8. Warranty and Formal Requirements

  1. The prerequisite for any warranty rights of the buyer is his or her proper fulfilment of all culpable obligations to inspect the goods and lodge complaints according to § 377 HGB (German Commercial Code).
  2. Warranty claims can be asserted within a twelve-month period after the transfer of risk.
  3. In case of defects in the goods, the buyer has a right to subsequent specific performance in the form of the elimination of the defect or delivery of a defect-free item. If the subsequent specific performance fails, the buyer has the right to reduce the purchase price or cancel the contract.
  4. Legally relevant declarations and notifications of the buyer in relation to the contract (e.g. setting of a deadline, notification of a defect, withdrawal or reduction) have to be made in writing, in written or textual form (e.g. letter, e-mail or fax). Statutory formal requirements and further evidence, in particular in case of doubt about the legitimacy of the person issuing a declaration remain unaffected.

9. Liability

  1. In case of intent or gross negligence on our part or on the part of our representatives or vicarious agents, we are liable according to the legal regulations; this also applies in case of aculpable violation of essential contractual obligations. Insofar as the damage at hand is not an intentional violation of the contract, our liability for damages is limited to the foreseeable, typical damage that occurs.
  2. Liability due to culpable injury to life, limb, or health and liability according to the German Product Liability Act are unaffected hereof.
  3. Insofar as it is not otherwise expressly regulated, our liability is excluded.
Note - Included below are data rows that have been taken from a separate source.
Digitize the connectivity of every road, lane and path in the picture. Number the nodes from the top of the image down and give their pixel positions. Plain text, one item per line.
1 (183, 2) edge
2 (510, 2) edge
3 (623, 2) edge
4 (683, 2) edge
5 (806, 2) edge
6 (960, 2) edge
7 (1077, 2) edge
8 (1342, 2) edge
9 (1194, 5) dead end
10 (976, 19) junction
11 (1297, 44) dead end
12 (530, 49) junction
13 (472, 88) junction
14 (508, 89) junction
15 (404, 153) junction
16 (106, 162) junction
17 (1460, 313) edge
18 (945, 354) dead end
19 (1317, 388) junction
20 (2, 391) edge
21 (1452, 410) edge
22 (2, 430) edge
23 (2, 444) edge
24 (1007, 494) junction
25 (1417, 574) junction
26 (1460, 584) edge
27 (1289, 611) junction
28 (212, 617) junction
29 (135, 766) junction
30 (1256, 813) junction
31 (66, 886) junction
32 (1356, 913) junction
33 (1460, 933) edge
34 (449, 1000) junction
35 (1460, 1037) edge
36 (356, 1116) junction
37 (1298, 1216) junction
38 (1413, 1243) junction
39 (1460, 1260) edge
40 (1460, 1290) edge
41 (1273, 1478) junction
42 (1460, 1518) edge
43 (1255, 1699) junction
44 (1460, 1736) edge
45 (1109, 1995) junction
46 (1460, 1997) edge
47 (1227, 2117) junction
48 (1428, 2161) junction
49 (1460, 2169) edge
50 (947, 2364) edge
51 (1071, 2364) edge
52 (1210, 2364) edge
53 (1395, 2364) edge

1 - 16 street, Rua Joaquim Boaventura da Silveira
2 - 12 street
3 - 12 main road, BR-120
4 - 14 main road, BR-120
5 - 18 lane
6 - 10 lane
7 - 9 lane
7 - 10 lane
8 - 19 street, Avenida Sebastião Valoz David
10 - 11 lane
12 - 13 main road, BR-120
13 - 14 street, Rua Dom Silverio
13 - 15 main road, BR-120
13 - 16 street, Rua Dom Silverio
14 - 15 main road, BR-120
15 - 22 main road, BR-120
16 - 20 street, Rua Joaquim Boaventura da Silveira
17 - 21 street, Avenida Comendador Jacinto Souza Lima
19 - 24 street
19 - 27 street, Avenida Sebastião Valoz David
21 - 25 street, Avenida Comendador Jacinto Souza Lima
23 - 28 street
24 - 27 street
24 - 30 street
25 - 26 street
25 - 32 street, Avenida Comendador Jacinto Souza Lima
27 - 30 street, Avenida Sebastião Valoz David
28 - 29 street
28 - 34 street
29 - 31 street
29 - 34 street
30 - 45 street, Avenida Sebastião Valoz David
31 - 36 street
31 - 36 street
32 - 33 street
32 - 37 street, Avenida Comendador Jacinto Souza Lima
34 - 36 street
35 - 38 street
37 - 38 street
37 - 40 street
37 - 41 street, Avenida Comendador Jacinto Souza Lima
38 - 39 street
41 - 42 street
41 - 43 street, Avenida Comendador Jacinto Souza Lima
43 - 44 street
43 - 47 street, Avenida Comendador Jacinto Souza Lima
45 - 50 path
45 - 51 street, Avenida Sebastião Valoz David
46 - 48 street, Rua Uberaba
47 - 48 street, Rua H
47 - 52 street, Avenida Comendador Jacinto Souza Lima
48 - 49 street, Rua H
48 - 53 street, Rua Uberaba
10. Applicable Law and Place of Jurisdiction

  1. This contract is subject to the law of the Federal Republic of Germany (excluding the United Nations Conventions on Contracts for the International Sale of Goods).
  2. The place of fulfilment and sole place of jurisdiction for all disputes arising from or in connection with this contract is Rottweil, Germany.
  3. The German version of these general terms and conditions prevails over versions in other languages.

11. Severability Clause

Should a provision of these terms be or become invalid or void, then this does not affect the legal validity of the remaining provisions. In such case the invalid or void provision shall be interpreted or substituted by such provision which comes closest to the intended economic objective of the invalid or void provision. This shall not apply if adherence to the contract constitutes an unreasonable hardship for one of the parties to the contract.